Your answer is a copy of every line in the records where "road" appears.

(Source records)

=-=-=

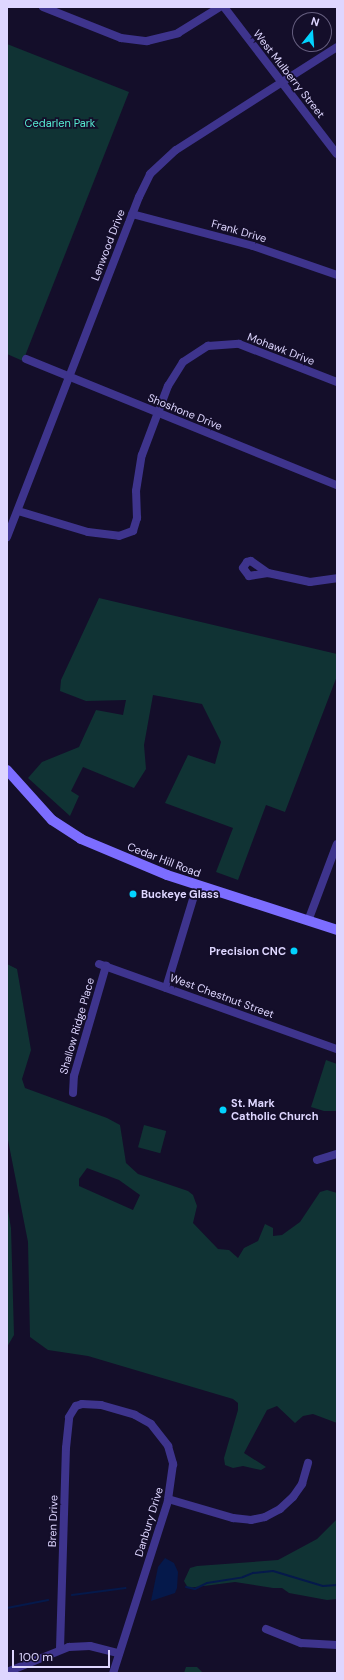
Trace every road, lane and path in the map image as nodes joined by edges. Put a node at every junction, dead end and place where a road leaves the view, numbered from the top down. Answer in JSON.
{"nodes":[{"id":1,"x":43,"y":7,"type":"edge"},
{"id":2,"x":220,"y":7,"type":"edge"},
{"id":3,"x":224,"y":7,"type":"edge"},
{"id":4,"x":337,"y":47,"type":"edge"},
{"id":5,"x":282,"y":82,"type":"junction"},
{"id":6,"x":337,"y":154,"type":"edge"},
{"id":7,"x":132,"y":214,"type":"junction"},
{"id":8,"x":337,"y":275,"type":"edge"},
{"id":9,"x":26,"y":359,"type":"dead end"},
{"id":10,"x":68,"y":377,"type":"junction"},
{"id":11,"x":337,"y":382,"type":"edge"},
{"id":12,"x":158,"y":413,"type":"junction"},
{"id":13,"x":337,"y":485,"type":"edge"},
{"id":14,"x":18,"y":511,"type":"junction"},
{"id":15,"x":7,"y":537,"type":"edge"},
{"id":16,"x":268,"y":573,"type":"dead end"},
{"id":17,"x":337,"y":578,"type":"edge"},
{"id":18,"x":7,"y":770,"type":"edge"},
{"id":19,"x":337,"y":844,"type":"edge"},
{"id":20,"x":197,"y":886,"type":"junction"},
{"id":21,"x":308,"y":921,"type":"junction"},
{"id":22,"x":337,"y":930,"type":"edge"},
{"id":23,"x":103,"y":965,"type":"joint"},
{"id":24,"x":166,"y":988,"type":"junction"},
{"id":25,"x":337,"y":1049,"type":"edge"},
{"id":26,"x":73,"y":1093,"type":"dead end"},
{"id":27,"x":337,"y":1154,"type":"edge"},
{"id":28,"x":317,"y":1160,"type":"dead end"},
{"id":29,"x":85,"y":1404,"type":"joint"},
{"id":30,"x":308,"y":1464,"type":"dead end"},
{"id":31,"x":168,"y":1499,"type":"junction"},
{"id":32,"x":266,"y":1629,"type":"dead end"},
{"id":33,"x":337,"y":1645,"type":"edge"},
{"id":34,"x":60,"y":1649,"type":"junction"},
{"id":35,"x":119,"y":1653,"type":"junction"},
{"id":36,"x":7,"y":1672,"type":"edge"},
{"id":37,"x":113,"y":1673,"type":"edge"}],
"edges":[{"from":1,"to":2,"type":"street"},
{"from":3,"to":5,"type":"street","name":"West Mulberry Street"},
{"from":4,"to":5,"type":"street","name":"Lenwood Drive"},
{"from":5,"to":6,"type":"street","name":"West Mulberry Street"},
{"from":5,"to":7,"type":"street","name":"Lenwood Drive"},
{"from":7,"to":8,"type":"street","name":"Frank Drive"},
{"from":7,"to":10,"type":"street","name":"Lenwood Drive"},
{"from":9,"to":10,"type":"street","name":"Shoshone Drive"},
{"from":10,"to":12,"type":"street","name":"Shoshone Drive"},
{"from":10,"to":14,"type":"street","name":"Lenwood Drive"},
{"from":11,"to":12,"type":"street","name":"Mohawk Drive"},
{"from":12,"to":13,"type":"street","name":"Shoshone Drive"},
{"from":12,"to":14,"type":"street","name":"Mohawk Drive"},
{"from":14,"to":15,"type":"street","name":"Lenwood Drive"},
{"from":16,"to":17,"type":"street"},
{"from":18,"to":20,"type":"main road","name":"Cedar Hill Road"},
{"from":19,"to":21,"type":"street"},
{"from":20,"to":21,"type":"main road","name":"Cedar Hill Road"},
{"from":20,"to":24,"type":"street"},
{"from":21,"to":22,"type":"main road","name":"Cedar Hill Road"},
{"from":23,"to":24,"type":"street","name":"West Chestnut Street"},
{"from":23,"to":26,"type":"street","name":"Shallow Ridge Place"},
{"from":24,"to":25,"type":"street","name":"West Chestnut Street"},
{"from":27,"to":28,"type":"street"},
{"from":29,"to":31,"type":"street","name":"Danbury Drive"},
{"from":29,"to":34,"type":"street","name":"Bren Drive"},
{"from":30,"to":31,"type":"street"},
{"from":31,"to":35,"type":"street","name":"Danbury Drive"},
{"from":32,"to":33,"type":"street"},
{"from":34,"to":35,"type":"street"},
{"from":34,"to":36,"type":"street"},
{"from":35,"to":37,"type":"street","name":"Danbury Drive"}]}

=-=-=

Answer
Trace every road, lane and path in the map image as nodes joined by edges. Put a node at every junction, dead end and place where a road leaves the view, numbered from the top down. Answer in JSON.
{"from":18,"to":20,"type":"main road","name":"Cedar Hill Road"},
{"from":20,"to":21,"type":"main road","name":"Cedar Hill Road"},
{"from":21,"to":22,"type":"main road","name":"Cedar Hill Road"},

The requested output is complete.